About this task ▸
Pull out every line of the listing below where "Cookies" appears.

Information provided ▸
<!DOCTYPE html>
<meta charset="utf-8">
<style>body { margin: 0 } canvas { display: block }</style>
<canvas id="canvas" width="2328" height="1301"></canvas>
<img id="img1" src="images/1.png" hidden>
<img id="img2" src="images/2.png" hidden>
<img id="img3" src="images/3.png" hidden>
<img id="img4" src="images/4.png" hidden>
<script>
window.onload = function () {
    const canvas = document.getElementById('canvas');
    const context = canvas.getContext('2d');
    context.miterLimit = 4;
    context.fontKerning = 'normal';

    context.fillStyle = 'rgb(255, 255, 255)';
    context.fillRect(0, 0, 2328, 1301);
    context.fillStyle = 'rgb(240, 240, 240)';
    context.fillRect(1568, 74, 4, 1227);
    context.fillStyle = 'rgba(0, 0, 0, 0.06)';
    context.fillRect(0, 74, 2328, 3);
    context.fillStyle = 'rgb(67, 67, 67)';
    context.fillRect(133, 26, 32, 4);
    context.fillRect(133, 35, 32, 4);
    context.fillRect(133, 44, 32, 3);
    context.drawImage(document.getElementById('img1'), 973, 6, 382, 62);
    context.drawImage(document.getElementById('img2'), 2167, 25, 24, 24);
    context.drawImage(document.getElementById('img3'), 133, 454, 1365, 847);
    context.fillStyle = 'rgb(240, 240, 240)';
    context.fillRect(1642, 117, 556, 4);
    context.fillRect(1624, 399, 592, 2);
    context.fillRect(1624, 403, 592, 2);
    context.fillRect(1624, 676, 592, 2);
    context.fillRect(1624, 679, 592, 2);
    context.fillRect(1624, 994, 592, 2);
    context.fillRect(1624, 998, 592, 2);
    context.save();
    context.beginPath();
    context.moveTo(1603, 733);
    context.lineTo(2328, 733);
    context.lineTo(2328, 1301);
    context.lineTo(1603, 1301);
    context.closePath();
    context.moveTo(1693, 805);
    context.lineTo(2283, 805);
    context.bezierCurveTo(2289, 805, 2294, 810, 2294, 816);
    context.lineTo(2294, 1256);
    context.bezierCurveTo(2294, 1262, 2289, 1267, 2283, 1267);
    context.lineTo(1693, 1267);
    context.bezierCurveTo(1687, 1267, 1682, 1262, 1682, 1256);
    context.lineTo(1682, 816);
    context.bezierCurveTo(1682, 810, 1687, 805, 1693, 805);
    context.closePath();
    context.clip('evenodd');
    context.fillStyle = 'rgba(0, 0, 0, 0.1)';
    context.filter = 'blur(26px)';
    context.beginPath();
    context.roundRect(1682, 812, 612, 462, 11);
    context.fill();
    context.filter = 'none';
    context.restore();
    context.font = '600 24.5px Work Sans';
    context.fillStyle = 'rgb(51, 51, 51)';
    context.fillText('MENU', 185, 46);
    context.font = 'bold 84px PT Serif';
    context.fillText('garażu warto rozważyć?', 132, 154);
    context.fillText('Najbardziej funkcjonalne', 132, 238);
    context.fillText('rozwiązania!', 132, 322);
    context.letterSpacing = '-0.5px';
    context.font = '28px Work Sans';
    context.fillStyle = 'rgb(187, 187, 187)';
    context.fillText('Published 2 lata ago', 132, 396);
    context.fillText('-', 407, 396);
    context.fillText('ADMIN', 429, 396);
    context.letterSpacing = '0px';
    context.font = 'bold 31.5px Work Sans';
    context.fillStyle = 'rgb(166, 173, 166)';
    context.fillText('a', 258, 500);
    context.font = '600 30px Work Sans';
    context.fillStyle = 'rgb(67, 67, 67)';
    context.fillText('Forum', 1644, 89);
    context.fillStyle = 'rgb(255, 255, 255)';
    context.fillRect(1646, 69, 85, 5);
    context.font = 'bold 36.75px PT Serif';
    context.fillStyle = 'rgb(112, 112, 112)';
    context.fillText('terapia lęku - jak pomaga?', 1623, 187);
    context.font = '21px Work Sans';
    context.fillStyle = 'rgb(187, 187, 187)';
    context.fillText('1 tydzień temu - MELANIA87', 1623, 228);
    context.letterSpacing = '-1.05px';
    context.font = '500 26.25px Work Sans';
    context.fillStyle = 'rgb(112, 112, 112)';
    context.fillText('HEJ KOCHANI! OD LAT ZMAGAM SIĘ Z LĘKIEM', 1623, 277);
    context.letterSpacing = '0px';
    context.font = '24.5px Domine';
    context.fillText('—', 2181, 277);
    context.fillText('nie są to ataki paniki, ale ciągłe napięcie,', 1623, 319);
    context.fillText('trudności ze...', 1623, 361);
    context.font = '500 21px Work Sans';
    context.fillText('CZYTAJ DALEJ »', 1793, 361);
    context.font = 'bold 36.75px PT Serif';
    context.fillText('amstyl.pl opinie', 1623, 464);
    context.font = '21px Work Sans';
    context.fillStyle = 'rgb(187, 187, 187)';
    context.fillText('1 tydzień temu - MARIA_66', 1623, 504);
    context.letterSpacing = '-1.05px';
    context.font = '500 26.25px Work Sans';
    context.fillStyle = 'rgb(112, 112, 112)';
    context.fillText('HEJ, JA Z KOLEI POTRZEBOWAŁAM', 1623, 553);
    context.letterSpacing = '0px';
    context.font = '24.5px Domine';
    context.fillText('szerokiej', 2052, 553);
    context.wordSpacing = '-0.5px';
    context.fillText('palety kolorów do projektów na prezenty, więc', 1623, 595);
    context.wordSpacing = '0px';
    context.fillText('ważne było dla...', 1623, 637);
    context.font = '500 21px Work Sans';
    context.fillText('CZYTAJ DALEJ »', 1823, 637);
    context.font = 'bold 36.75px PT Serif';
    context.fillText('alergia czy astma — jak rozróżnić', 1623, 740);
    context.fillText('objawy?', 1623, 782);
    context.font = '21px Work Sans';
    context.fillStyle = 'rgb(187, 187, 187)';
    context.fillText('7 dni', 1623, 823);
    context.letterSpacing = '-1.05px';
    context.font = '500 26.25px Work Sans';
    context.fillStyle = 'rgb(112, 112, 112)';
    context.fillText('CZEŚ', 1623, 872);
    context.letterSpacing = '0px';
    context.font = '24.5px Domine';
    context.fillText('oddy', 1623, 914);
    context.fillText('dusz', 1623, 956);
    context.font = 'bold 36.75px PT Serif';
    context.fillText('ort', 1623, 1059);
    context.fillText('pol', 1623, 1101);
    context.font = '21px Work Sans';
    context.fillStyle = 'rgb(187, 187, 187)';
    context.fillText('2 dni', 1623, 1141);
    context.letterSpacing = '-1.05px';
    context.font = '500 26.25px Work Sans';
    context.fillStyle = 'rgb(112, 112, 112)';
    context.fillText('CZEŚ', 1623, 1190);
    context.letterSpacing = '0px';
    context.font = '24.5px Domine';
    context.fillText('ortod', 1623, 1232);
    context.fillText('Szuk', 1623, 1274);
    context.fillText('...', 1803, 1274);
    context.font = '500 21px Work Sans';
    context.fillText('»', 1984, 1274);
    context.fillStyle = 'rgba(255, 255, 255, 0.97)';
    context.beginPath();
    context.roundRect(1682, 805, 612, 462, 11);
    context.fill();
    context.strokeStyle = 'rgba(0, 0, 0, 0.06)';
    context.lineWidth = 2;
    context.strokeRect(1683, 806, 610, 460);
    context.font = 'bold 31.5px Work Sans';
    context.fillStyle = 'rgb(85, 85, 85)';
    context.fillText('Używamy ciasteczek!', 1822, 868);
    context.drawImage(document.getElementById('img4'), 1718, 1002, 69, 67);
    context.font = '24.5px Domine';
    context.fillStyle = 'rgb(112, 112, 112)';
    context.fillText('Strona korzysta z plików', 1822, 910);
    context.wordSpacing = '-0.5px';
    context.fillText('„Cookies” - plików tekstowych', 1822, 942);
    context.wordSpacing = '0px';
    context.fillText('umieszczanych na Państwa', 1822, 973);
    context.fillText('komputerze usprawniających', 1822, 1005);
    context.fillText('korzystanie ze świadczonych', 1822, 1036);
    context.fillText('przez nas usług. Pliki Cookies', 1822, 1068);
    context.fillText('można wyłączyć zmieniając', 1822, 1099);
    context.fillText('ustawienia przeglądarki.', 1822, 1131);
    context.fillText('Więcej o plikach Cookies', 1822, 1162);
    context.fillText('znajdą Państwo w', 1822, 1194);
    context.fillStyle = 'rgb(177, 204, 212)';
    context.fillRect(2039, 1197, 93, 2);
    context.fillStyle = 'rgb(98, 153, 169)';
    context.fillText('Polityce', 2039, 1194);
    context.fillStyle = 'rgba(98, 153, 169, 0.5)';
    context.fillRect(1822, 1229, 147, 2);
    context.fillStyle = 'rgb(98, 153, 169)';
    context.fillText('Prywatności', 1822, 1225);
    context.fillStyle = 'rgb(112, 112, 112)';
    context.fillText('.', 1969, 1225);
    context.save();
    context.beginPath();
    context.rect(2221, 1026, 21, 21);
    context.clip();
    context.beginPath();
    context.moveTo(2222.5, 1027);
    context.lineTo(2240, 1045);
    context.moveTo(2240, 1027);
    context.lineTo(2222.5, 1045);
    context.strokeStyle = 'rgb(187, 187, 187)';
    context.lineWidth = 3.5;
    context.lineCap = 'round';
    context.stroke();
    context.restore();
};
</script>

Exercise solution ▸
    context.fillText('„Cookies” - plików tekstowych', 1822, 942);
    context.fillText('przez nas usług. Pliki Cookies', 1822, 1068);
    context.fillText('Więcej o plikach Cookies', 1822, 1162);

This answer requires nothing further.